Although the results require confirmation in a larger study, the results suggested VEGF receptor 2 and MET—both inhibited by cabozantinib—are therapeutic targets in NETs, she added.
Studies involving preclinical models of NETs showed that cabozantinib inhibited cell viability and decreased metastasis and invasion. Phase 1 investigations provided additional evidence of activity, as well as safety, leading to the phase 2 trial reported by Dr Chan.
The trial involved patients with unresectable or metastatic, well-differentiated, grade 1/2 NETs. Prior treatment with anti-VEGF agents other than cabozantinib was allowed, and patients on stable doses of a somatostatin analog could continue treatment concurrently.

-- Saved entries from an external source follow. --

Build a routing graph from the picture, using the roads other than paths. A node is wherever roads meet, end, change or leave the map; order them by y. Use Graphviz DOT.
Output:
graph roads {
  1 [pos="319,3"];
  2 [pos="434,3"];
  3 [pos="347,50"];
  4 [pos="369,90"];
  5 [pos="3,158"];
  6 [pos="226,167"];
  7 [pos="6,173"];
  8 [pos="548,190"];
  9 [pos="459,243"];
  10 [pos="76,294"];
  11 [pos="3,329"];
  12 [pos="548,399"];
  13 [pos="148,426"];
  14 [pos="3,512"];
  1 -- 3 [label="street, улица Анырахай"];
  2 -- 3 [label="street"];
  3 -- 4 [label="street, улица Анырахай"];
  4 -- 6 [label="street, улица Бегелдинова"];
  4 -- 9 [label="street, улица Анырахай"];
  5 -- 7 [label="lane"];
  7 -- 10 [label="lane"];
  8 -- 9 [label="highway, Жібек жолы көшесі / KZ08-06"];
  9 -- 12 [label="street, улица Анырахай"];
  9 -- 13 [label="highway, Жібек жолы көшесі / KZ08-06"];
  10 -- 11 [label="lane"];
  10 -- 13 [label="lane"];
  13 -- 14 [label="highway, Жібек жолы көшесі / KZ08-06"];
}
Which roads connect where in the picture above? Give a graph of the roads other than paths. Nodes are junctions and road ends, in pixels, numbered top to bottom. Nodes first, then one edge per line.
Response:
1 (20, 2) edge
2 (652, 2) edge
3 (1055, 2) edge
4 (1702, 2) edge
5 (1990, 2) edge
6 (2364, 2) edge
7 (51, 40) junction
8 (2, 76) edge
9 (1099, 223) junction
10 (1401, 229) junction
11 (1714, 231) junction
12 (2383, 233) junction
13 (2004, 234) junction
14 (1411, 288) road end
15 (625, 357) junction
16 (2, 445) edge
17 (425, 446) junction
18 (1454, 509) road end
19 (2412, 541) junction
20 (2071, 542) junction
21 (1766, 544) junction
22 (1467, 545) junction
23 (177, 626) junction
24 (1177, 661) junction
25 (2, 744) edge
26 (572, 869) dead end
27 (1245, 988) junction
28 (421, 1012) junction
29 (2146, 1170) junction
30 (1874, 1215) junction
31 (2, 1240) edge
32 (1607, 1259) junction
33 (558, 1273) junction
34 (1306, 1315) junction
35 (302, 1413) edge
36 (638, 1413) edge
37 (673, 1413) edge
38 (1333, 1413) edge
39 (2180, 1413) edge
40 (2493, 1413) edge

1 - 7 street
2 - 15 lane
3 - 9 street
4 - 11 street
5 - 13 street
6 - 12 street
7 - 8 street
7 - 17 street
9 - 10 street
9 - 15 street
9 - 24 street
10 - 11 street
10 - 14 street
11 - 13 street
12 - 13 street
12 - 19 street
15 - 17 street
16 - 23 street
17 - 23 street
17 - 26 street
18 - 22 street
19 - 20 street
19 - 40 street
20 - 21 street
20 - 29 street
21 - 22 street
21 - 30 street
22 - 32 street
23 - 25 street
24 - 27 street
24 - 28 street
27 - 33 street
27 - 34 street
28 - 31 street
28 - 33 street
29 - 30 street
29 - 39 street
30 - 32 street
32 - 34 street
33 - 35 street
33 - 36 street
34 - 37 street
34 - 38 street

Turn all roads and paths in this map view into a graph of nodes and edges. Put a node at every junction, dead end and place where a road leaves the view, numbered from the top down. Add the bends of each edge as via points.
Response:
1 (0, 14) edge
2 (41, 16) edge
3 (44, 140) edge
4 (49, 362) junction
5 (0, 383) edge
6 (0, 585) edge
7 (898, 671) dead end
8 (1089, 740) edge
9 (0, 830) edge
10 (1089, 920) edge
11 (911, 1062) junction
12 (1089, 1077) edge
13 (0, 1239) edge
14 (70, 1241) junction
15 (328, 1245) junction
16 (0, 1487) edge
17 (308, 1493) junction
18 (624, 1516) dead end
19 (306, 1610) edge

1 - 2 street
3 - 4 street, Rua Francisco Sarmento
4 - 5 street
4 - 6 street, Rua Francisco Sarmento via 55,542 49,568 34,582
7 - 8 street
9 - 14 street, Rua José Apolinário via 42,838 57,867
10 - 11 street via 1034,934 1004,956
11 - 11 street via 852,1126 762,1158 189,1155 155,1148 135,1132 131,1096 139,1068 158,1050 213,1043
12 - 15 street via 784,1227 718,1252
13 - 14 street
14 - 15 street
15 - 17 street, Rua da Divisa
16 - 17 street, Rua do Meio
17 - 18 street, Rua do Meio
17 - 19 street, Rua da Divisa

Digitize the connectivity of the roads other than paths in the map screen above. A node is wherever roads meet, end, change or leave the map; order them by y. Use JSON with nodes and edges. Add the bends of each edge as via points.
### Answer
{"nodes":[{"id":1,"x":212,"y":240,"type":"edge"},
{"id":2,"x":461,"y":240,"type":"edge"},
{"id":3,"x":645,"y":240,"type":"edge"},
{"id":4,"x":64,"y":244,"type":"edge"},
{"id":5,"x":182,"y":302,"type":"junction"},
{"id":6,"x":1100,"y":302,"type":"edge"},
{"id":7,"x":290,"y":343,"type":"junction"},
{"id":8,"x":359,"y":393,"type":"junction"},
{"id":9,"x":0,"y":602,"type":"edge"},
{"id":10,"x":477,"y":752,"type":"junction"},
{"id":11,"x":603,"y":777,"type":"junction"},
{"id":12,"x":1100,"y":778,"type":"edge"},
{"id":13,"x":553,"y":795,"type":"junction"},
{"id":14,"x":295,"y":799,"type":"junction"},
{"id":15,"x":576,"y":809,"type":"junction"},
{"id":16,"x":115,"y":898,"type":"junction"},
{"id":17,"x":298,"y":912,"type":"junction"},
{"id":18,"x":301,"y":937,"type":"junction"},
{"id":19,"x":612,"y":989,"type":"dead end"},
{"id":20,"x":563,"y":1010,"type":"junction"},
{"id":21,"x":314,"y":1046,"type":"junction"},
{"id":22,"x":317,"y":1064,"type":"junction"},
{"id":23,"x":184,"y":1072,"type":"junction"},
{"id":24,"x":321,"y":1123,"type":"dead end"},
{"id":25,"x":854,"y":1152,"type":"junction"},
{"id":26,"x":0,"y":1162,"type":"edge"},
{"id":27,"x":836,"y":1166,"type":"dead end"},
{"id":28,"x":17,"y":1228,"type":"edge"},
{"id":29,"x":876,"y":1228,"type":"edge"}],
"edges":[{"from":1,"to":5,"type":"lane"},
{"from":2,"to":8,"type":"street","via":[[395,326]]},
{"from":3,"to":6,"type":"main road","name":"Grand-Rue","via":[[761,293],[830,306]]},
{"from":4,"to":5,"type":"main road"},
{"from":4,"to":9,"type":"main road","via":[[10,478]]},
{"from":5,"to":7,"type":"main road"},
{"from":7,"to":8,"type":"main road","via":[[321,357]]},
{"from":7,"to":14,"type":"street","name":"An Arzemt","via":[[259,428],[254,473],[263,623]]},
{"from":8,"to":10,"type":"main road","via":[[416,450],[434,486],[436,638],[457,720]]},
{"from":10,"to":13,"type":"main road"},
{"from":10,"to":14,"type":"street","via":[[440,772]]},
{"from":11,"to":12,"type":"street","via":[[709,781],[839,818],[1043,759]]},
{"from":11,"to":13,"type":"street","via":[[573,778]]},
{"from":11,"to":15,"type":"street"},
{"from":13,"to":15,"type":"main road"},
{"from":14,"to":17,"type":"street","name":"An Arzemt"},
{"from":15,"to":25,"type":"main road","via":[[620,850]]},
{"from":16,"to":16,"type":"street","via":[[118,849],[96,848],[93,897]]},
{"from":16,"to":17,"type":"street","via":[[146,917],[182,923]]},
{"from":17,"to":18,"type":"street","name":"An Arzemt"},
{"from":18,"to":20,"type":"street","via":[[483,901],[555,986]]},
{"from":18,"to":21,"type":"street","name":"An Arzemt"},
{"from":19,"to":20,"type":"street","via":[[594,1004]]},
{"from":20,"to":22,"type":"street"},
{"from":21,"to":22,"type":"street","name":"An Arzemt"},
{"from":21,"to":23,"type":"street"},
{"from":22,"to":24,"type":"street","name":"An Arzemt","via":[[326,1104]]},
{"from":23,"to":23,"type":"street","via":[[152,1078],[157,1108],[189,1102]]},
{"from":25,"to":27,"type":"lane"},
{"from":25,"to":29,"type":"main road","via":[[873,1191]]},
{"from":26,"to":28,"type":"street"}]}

Patients received cabozantinib 60 mg/day, and treatment continued until disease progression, withdrawal, or development of unacceptable toxicity. The primary end point was objective response by RECIST. Secondary end points included PFS, overall survival, tolerability, and safety.
The trial had a target accrual of 35 patients for separate cohorts with pNETs and carcinoid tumors, and 3 or more responses in each group were necessary to reject the null hypothesis.
Data analysis comprised 20 patients with pNETs and 41 with carcinoid tumors. In the carcinoid cohort, the small intestine was the primary tumor site in 29 patients, followed by the lung in 5 patients. In the pNET cohort, a majority of patients had prior exposure to sunitinib, everolimus, and temozolomide. In the carcinoid cohort, 12 patients had received everolimus, 6 had received bevacizumab, 4 had prior exposure to interferon, and 3 had exposure to temozolomide.
The entire study population had a median follow-up of 23.3 months. The data showed that 3 of 20 patients with pNETs had objective responses and 15 had stable disease. The response status of the remaining 2 patients was unknown.
Dr Chan reported that 6 of 41 patients in the carcinoid cohort attained objective responses with cabozantinib, and 26 others had stable disease. Two patients had progressive disease, and the remaining 7 patients had unknown response status.
All but a few patients in each cohort had some degree of tumor shrinkage.
Data on safety/tolerability for all 61 patients showed that the most common adverse events (all grades) were fatigue (67%); AST increase (59%); diarrhea (54%); thrombocytopenia (44%); hypertension (41%); ALT increase, decreased white blood cell count, and anemia (39% each); increased alkaline phosphatase (33%); nausea and mucositis (31%); hypophosphatemia (25%); lipase/amylase increase (21%); and lymphocyte increase (11%).
Dr Chan said 43 of 53 patients who completed 1 or more 28-day cycles of cabozantinib required at least 1 dose reduction.
The pNET cohort had a median PFS of 21.8 months, whereas the carcinoid cohort had a median PFS of 31.4 months. Dr Chan displayed a graphic with median PFS from trials of TKIs and other targeted agents in advanced NETs dating back to 2008. The median values for patients with pNETs ranged from 7.7 to 14.4 months. For cohorts with carcinoid tumors, the median ranged from 10.0 to 16.6 months.